• [EXERCISE BRIEF] Write out all of the data without omission, exactly as shown.

--*--

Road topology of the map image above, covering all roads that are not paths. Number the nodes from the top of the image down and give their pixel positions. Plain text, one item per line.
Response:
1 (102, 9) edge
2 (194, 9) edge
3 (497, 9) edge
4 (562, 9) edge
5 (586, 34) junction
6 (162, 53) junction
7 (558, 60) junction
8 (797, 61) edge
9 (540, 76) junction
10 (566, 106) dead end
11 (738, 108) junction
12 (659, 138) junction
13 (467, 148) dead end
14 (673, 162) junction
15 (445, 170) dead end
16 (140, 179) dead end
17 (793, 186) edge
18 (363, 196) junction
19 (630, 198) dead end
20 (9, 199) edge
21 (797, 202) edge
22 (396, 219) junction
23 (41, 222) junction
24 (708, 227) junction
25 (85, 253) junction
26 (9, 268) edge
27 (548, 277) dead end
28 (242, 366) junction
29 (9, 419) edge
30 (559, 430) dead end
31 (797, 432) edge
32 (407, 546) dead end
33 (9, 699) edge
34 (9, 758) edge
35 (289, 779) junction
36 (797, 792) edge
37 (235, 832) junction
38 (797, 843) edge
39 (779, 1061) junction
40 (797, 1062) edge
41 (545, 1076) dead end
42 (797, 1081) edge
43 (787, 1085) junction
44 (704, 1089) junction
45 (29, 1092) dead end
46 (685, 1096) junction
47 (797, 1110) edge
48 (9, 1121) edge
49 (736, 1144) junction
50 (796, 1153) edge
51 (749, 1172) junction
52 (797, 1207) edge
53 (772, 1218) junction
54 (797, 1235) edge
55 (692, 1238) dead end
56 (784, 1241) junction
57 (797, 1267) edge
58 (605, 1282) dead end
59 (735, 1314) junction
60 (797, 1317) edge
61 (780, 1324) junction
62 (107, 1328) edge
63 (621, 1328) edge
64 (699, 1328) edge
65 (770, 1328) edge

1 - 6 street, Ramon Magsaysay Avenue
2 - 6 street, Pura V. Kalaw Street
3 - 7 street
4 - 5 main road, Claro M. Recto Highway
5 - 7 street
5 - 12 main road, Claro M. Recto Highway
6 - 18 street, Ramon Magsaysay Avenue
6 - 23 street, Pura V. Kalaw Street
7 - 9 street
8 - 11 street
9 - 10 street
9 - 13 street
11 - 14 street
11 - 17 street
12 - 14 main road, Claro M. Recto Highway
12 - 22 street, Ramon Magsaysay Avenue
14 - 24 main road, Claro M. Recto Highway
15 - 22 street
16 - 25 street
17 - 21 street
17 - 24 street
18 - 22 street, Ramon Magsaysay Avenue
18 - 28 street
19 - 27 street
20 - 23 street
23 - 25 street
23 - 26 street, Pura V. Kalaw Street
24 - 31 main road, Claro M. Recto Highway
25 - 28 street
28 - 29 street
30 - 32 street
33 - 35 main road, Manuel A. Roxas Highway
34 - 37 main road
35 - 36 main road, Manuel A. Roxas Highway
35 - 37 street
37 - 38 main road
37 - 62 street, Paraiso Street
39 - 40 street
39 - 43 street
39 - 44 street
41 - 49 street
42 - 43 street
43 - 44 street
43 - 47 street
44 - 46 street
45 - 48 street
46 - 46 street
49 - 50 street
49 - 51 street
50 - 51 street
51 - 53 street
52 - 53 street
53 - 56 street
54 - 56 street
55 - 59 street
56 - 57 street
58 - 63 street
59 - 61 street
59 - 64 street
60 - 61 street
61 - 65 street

--*--

• [EXERCISE RESPONSE]
Road topology of the map image above, covering all roads that are not paths. Number the nodes from the top of the image down and give their pixel positions. Plain text, one item per line.
Response:
1 (102, 9) edge
2 (194, 9) edge
3 (497, 9) edge
4 (562, 9) edge
5 (586, 34) junction
6 (162, 53) junction
7 (558, 60) junction
8 (797, 61) edge
9 (540, 76) junction
10 (566, 106) dead end
11 (738, 108) junction
12 (659, 138) junction
13 (467, 148) dead end
14 (673, 162) junction
15 (445, 170) dead end
16 (140, 179) dead end
17 (793, 186) edge
18 (363, 196) junction
19 (630, 198) dead end
20 (9, 199) edge
21 (797, 202) edge
22 (396, 219) junction
23 (41, 222) junction
24 (708, 227) junction
25 (85, 253) junction
26 (9, 268) edge
27 (548, 277) dead end
28 (242, 366) junction
29 (9, 419) edge
30 (559, 430) dead end
31 (797, 432) edge
32 (407, 546) dead end
33 (9, 699) edge
34 (9, 758) edge
35 (289, 779) junction
36 (797, 792) edge
37 (235, 832) junction
38 (797, 843) edge
39 (779, 1061) junction
40 (797, 1062) edge
41 (545, 1076) dead end
42 (797, 1081) edge
43 (787, 1085) junction
44 (704, 1089) junction
45 (29, 1092) dead end
46 (685, 1096) junction
47 (797, 1110) edge
48 (9, 1121) edge
49 (736, 1144) junction
50 (796, 1153) edge
51 (749, 1172) junction
52 (797, 1207) edge
53 (772, 1218) junction
54 (797, 1235) edge
55 (692, 1238) dead end
56 (784, 1241) junction
57 (797, 1267) edge
58 (605, 1282) dead end
59 (735, 1314) junction
60 (797, 1317) edge
61 (780, 1324) junction
62 (107, 1328) edge
63 (621, 1328) edge
64 (699, 1328) edge
65 (770, 1328) edge

1 - 6 street, Ramon Magsaysay Avenue
2 - 6 street, Pura V. Kalaw Street
3 - 7 street
4 - 5 main road, Claro M. Recto Highway
5 - 7 street
5 - 12 main road, Claro M. Recto Highway
6 - 18 street, Ramon Magsaysay Avenue
6 - 23 street, Pura V. Kalaw Street
7 - 9 street
8 - 11 street
9 - 10 street
9 - 13 street
11 - 14 street
11 - 17 street
12 - 14 main road, Claro M. Recto Highway
12 - 22 street, Ramon Magsaysay Avenue
14 - 24 main road, Claro M. Recto Highway
15 - 22 street
16 - 25 street
17 - 21 street
17 - 24 street
18 - 22 street, Ramon Magsaysay Avenue
18 - 28 street
19 - 27 street
20 - 23 street
23 - 25 street
23 - 26 street, Pura V. Kalaw Street
24 - 31 main road, Claro M. Recto Highway
25 - 28 street
28 - 29 street
30 - 32 street
33 - 35 main road, Manuel A. Roxas Highway
34 - 37 main road
35 - 36 main road, Manuel A. Roxas Highway
35 - 37 street
37 - 38 main road
37 - 62 street, Paraiso Street
39 - 40 street
39 - 43 street
39 - 44 street
41 - 49 street
42 - 43 street
43 - 44 street
43 - 47 street
44 - 46 street
45 - 48 street
46 - 46 street
49 - 50 street
49 - 51 street
50 - 51 street
51 - 53 street
52 - 53 street
53 - 56 street
54 - 56 street
55 - 59 street
56 - 57 street
58 - 63 street
59 - 61 street
59 - 64 street
60 - 61 street
61 - 65 street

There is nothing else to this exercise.